# TASK MATERIAL
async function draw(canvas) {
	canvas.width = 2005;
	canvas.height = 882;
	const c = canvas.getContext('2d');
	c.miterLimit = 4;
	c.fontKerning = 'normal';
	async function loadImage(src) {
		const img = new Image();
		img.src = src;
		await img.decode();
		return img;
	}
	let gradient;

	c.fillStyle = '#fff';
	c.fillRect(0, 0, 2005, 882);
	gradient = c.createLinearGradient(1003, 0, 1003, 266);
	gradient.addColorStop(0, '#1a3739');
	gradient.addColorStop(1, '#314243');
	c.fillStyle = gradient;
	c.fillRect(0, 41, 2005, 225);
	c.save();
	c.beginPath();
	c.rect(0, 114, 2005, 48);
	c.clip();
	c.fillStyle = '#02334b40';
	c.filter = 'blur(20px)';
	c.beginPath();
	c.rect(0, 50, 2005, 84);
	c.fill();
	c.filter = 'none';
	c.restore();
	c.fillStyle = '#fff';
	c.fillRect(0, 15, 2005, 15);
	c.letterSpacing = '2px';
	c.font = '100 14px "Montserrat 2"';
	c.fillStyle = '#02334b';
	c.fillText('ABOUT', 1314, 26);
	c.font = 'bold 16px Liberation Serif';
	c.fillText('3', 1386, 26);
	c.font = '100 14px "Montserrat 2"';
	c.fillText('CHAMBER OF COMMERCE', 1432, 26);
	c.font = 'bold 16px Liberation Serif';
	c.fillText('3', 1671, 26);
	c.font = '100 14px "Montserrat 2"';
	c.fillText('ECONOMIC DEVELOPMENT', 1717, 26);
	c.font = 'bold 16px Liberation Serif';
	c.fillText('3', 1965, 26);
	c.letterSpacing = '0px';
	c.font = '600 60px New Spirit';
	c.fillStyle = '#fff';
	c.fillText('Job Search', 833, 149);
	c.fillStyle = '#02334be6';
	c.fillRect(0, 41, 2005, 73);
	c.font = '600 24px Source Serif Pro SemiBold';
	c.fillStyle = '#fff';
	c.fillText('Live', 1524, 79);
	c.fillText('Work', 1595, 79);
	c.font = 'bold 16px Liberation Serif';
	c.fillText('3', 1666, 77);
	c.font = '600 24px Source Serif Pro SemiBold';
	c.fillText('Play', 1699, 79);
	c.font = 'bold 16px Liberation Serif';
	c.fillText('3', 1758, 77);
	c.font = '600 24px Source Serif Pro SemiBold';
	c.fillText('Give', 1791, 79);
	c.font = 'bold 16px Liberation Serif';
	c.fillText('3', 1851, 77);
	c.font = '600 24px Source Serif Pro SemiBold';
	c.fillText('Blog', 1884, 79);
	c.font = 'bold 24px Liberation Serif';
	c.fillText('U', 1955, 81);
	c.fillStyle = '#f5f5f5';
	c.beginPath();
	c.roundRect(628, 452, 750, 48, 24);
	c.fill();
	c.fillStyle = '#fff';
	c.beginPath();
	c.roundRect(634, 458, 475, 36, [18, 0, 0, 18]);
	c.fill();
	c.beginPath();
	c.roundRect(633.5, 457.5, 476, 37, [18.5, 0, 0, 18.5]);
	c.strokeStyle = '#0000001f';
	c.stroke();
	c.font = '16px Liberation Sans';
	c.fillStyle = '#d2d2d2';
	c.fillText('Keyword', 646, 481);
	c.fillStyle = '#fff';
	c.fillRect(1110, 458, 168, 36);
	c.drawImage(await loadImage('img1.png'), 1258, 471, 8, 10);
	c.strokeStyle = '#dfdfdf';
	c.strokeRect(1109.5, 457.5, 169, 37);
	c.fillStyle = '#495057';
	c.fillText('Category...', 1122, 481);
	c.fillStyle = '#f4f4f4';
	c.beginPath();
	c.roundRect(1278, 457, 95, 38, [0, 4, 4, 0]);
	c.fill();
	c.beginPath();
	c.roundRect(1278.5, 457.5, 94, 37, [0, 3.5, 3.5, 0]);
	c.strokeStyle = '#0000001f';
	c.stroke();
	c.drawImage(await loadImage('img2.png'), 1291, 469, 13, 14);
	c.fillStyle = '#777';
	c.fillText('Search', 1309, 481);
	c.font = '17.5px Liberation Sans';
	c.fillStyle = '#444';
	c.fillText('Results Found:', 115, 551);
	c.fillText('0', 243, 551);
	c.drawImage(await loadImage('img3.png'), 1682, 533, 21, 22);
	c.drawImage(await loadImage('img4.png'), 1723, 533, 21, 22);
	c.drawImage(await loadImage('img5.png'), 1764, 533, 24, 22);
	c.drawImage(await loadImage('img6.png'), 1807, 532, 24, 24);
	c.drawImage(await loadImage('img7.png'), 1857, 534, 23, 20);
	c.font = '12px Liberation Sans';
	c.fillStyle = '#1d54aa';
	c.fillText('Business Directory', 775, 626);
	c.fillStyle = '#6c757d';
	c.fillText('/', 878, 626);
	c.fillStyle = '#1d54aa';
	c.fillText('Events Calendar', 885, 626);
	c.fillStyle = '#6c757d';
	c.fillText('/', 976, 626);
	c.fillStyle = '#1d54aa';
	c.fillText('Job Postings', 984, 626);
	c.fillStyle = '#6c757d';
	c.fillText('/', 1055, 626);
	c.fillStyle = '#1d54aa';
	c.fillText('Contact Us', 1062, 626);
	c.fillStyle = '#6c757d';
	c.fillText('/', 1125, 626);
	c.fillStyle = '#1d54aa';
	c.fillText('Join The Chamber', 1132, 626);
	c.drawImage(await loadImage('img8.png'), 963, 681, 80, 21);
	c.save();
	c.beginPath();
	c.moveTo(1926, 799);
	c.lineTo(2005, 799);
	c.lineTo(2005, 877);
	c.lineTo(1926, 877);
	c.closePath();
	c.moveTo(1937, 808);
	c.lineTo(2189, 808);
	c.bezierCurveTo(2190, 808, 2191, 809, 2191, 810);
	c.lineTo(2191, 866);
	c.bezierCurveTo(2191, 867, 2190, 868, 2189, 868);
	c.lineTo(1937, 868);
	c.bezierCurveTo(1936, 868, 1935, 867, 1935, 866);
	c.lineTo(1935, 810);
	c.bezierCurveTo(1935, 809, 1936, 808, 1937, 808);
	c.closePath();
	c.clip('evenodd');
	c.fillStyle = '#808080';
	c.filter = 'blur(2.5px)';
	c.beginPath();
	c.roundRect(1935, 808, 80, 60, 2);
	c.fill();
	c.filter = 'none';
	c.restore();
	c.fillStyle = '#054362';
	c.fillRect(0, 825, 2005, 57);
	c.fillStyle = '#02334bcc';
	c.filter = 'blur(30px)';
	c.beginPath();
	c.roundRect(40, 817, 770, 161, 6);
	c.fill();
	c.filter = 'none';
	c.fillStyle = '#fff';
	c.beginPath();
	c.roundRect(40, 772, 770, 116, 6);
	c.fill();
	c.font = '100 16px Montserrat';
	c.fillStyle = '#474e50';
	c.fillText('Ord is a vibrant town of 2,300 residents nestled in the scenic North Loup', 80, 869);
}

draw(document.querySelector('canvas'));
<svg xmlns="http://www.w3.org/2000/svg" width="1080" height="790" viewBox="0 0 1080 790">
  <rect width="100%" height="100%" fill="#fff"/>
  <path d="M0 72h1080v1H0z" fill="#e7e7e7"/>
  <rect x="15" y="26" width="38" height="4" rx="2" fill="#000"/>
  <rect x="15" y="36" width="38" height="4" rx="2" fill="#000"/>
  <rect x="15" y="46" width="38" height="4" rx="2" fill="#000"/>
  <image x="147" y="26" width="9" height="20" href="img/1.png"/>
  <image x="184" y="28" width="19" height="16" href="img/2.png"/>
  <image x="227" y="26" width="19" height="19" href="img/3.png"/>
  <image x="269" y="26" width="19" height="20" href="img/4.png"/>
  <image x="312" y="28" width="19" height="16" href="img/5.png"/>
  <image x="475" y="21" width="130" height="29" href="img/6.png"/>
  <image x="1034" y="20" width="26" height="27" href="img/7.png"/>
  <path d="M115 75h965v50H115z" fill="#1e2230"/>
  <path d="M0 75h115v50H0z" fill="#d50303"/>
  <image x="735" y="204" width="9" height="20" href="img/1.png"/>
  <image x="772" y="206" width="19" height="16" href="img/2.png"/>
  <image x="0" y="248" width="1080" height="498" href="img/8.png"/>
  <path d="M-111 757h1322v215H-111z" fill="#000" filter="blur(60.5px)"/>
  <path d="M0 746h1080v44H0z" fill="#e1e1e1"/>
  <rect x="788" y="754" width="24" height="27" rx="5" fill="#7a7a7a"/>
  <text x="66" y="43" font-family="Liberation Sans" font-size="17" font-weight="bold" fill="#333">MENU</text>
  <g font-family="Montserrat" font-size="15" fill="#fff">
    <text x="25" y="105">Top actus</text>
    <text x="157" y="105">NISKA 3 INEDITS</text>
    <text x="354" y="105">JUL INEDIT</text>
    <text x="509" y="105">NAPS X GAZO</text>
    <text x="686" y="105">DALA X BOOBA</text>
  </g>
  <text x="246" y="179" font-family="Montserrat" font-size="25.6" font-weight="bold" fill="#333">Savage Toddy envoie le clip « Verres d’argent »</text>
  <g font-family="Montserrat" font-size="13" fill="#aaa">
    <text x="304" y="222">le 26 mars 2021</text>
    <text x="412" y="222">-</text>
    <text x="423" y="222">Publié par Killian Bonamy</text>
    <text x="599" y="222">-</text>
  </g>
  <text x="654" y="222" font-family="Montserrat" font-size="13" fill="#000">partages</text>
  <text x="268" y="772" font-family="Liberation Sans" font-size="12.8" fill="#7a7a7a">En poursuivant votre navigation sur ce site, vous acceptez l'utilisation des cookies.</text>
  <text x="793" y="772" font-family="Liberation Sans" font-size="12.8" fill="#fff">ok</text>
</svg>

# WHAT TO WORK ON
Quote the records above from their first line through the line containing "c.fillRect(0, 0, 2005, 882);", both ends included.

# SOLUTION FOR THIS EXERCISE
async function draw(canvas) {
	canvas.width = 2005;
	canvas.height = 882;
	const c = canvas.getContext('2d');
	c.miterLimit = 4;
	c.fontKerning = 'normal';
	async function loadImage(src) {
		const img = new Image();
		img.src = src;
		await img.decode();
		return img;
	}
	let gradient;

	c.fillStyle = '#fff';
	c.fillRect(0, 0, 2005, 882);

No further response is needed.